Task input below:

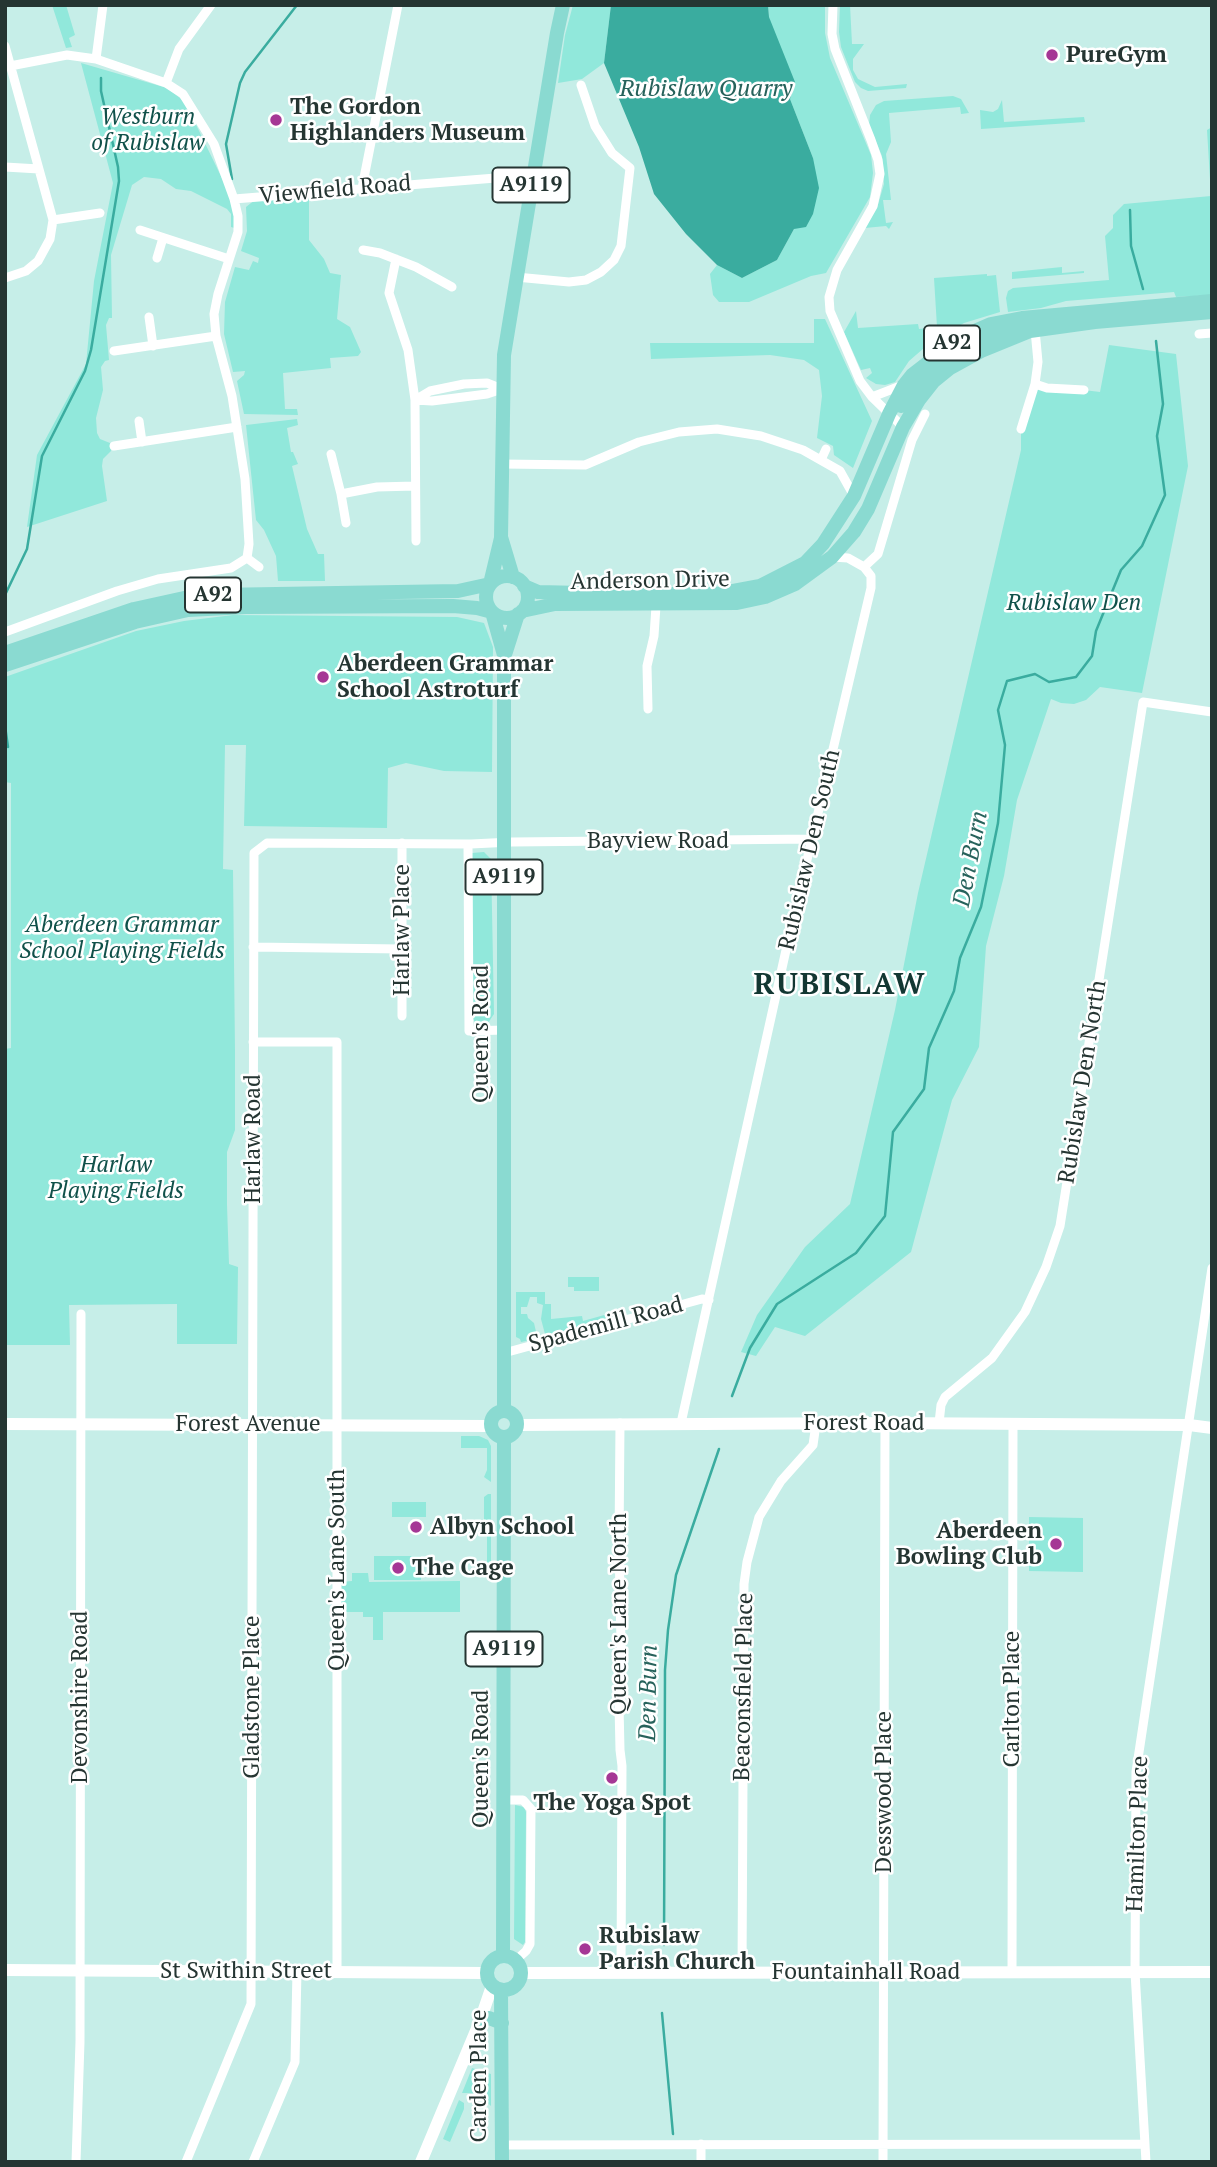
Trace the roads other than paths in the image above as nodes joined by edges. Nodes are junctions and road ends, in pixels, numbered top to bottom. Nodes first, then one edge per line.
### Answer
1 (103, 5) edge
2 (211, 5) edge
3 (398, 5) edge
4 (563, 5) edge
5 (833, 5) edge
6 (5, 46) edge
7 (96, 59) junction
8 (9, 66) edge
9 (166, 83) junction
10 (580, 85) dead end
11 (5, 167) edge
12 (39, 169) junction
13 (533, 175) junction
14 (362, 188) junction
15 (234, 199) junction
16 (100, 213) dead end
17 (53, 220) junction
18 (140, 230) dead end
19 (163, 238) junction
20 (363, 250) dead end
21 (157, 258) dead end
22 (229, 259) junction
23 (396, 259) junction
24 (516, 277) junction
25 (5, 278) edge
26 (452, 287) dead end
27 (1212, 301) edge
28 (1212, 312) edge
29 (149, 317) dead end
30 (1032, 331) junction
31 (1212, 332) edge
32 (1199, 334) dead end
33 (216, 336) junction
34 (153, 346) junction
35 (114, 351) dead end
36 (1035, 384) junction
37 (904, 385) junction
38 (502, 389) junction
39 (1084, 390) dead end
40 (872, 397) junction
41 (415, 400) junction
42 (889, 414) junction
43 (925, 414) dead end
44 (139, 421) dead end
45 (237, 427) junction
46 (903, 427) junction
47 (1021, 429) dead end
48 (142, 442) junction
49 (114, 446) dead end
50 (826, 449) dead end
51 (331, 454) dead end
52 (821, 460) junction
53 (502, 464) junction
54 (415, 486) junction
55 (341, 494) junction
56 (854, 496) junction
57 (346, 523) dead end
58 (501, 537) junction
59 (416, 541) dead end
60 (832, 557) junction
61 (247, 558) junction
62 (259, 567) dead end
63 (864, 567) junction
64 (519, 582) junction
65 (490, 584) junction
66 (656, 606) junction
67 (492, 612) junction
68 (520, 613) junction
69 (5, 632) edge
70 (6, 653) edge
71 (504, 656) junction
72 (648, 709) dead end
73 (1212, 712) edge
74 (813, 839) junction
75 (504, 842) junction
76 (402, 843) junction
77 (468, 844) junction
78 (254, 853) joint
79 (253, 947) junction
80 (401, 949) junction
81 (402, 1016) dead end
82 (504, 1031) junction
83 (253, 1042) junction
84 (1212, 1268) edge
85 (709, 1300) junction
86 (81, 1314) dead end
87 (504, 1353) junction
88 (504, 1411) junction
89 (620, 1423) junction
90 (681, 1423) junction
91 (885, 1423) junction
92 (939, 1423) junction
93 (5, 1424) edge
94 (80, 1424) junction
95 (252, 1424) junction
96 (336, 1424) junction
97 (517, 1424) junction
98 (816, 1424) junction
99 (1013, 1425) junction
100 (1189, 1425) junction
101 (491, 1426) junction
102 (1212, 1428) edge
103 (504, 1437) junction
104 (504, 1800) junction
105 (513, 1963) junction
106 (5, 1970) edge
107 (80, 1970) junction
108 (251, 1971) junction
109 (297, 1971) junction
110 (337, 1971) junction
111 (621, 1972) junction
112 (742, 1972) junction
113 (884, 1972) junction
114 (1012, 1972) junction
115 (1135, 1972) junction
116 (1212, 1972) edge
117 (493, 1983) junction
118 (480, 2021) junction
119 (502, 2023) junction
120 (701, 2144) junction
121 (883, 2144) junction
122 (1145, 2144) junction
123 (502, 2146) junction
124 (76, 2162) edge
125 (186, 2162) edge
126 (253, 2162) edge
127 (421, 2162) edge
128 (502, 2162) edge
129 (701, 2162) edge
130 (883, 2162) edge
131 (1146, 2162) edge

1 - 7 street
2 - 9 street
3 - 14 street
4 - 13 main road, A9119
5 - 40 street
6 - 8 street
7 - 8 street, Viewfield Road
7 - 9 street, Viewfield Road
8 - 12 street
9 - 15 street, Viewfield Road
10 - 24 street
11 - 12 street
12 - 17 street
13 - 14 street, Viewfield Road
13 - 24 main road, A9119
14 - 15 street, Viewfield Road
15 - 22 street
16 - 17 street
17 - 25 street
18 - 19 street
19 - 21 street
19 - 22 street
20 - 23 street
22 - 33 street
23 - 26 street
23 - 41 street
24 - 38 main road, A9119
27 - 37 main road, Anderson Drive / A92
28 - 30 main road, Anderson Drive / A92
29 - 34 street
30 - 36 street
30 - 42 main road, Anderson Drive
30 - 46 main road, Anderson Drive / A92
31 - 32 street
33 - 34 street
33 - 45 street
34 - 35 street
36 - 39 street
36 - 47 street
37 - 40 street
37 - 42 main road, Anderson Drive / A92
38 - 41 street
38 - 53 main road, A9119
40 - 42 street
41 - 54 street
42 - 46 street
42 - 56 main road, Anderson Drive / A92
43 - 63 street
44 - 48 street
45 - 48 street
45 - 61 street
46 - 60 main road, Anderson Drive / A92
48 - 49 street
50 - 52 street
51 - 55 street
52 - 53 street
52 - 56 street
53 - 58 main road, A9119
54 - 55 street
54 - 59 street
55 - 57 street
56 - 64 main road, Anderson Drive / A92
58 - 64 main road, A9119
58 - 65 main road, A9119
60 - 63 street
60 - 66 main road, Anderson Drive / A92
61 - 62 street
61 - 69 street
63 - 74 street, Rubislaw Den South
64 - 65 main road, A92
64 - 68 main road
65 - 67 main road
65 - 70 main road, A92
66 - 68 main road, Anderson Drive / A92
66 - 72 street
67 - 68 main road, A92
67 - 70 main road, A92
67 - 71 main road, Queen's Road / A9119
68 - 71 main road, Queen's Road / A9119
71 - 75 main road, Queen's Road / A9119
73 - 92 street, Rubislaw Den North
74 - 75 street, Bayview Road
74 - 85 street, Rubislaw Den South
75 - 77 street, Bayview Road
75 - 82 main road, Queen's Road / A9119
76 - 77 street, Bayview Road
76 - 78 street, Bayview Road
76 - 80 street, Harlaw Place
77 - 82 street
78 - 79 street, Harlaw Road
79 - 80 street
79 - 83 street, Harlaw Road
80 - 81 street, Harlaw Place
82 - 87 main road, Queen's Road / A9119
83 - 95 street, Harlaw Road
83 - 96 street, Queen's Lane South
84 - 100 street, Hamilton Place
85 - 87 street, Spademill Road
85 - 90 street, Rubislaw Den South
86 - 94 street, Devonshire Road
87 - 88 main road, Queen's Road / A9119
88 - 97 main road
88 - 101 main road
89 - 90 street, Forest Road
89 - 97 street, Forest Road
89 - 111 street, Queen's Lane North
90 - 98 street, Forest Road
91 - 92 street, Forest Road
91 - 98 street, Forest Road
91 - 113 street, Desswood Place
92 - 99 street, Forest Road
93 - 94 street, Forest Avenue
94 - 95 street, Forest Avenue
94 - 107 street, Devonshire Road
95 - 96 street, Forest Avenue
95 - 108 street, Gladstone Place
96 - 101 street, Forest Avenue
96 - 110 street, Queen's Lane South
97 - 103 main road
98 - 112 street, Beaconsfield Place
99 - 100 street, Forest Road
99 - 114 street, Carlton Place
100 - 102 street, Forest Road
100 - 115 street, Hamilton Place
101 - 103 main road
103 - 104 main road, Queen's Road / A9119
104 - 105 main road, Queen's Road / A9119
104 - 105 street
105 - 111 street, Fountainhall Road
105 - 117 main road
105 - 117 main road
106 - 107 street, St Swithin Street
107 - 108 street, St Swithin Street
107 - 124 street, Devonshire Road
108 - 109 street, St Swithin Street
108 - 125 street, Gladstone Place
109 - 110 street, St Swithin Street
109 - 126 street
110 - 117 street, St Swithin Street
111 - 112 street, Fountainhall Road
112 - 113 street, Fountainhall Road
113 - 114 street, Fountainhall Road
113 - 121 street, Desswood Place
114 - 115 street, Fountainhall Road
115 - 116 street, Fountainhall Road
115 - 122 street, Hamilton Place
117 - 118 street
117 - 119 main road, Carden Place
118 - 119 main road
118 - 127 street
119 - 123 main road, Carden Place
120 - 121 street
120 - 123 street
120 - 129 street
121 - 122 street
121 - 130 street, Desswood Place
122 - 131 street, Hamilton Place
123 - 128 main road, Carden Place

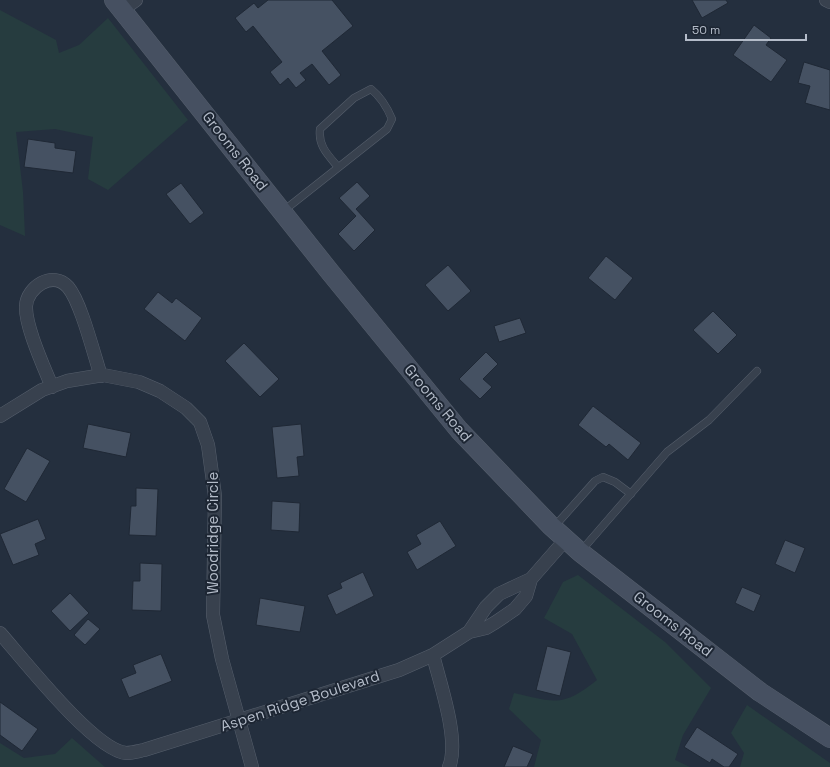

End of Task input.

From the records above, tally every line that includes the word "Forest" and reply with the total by itself.

12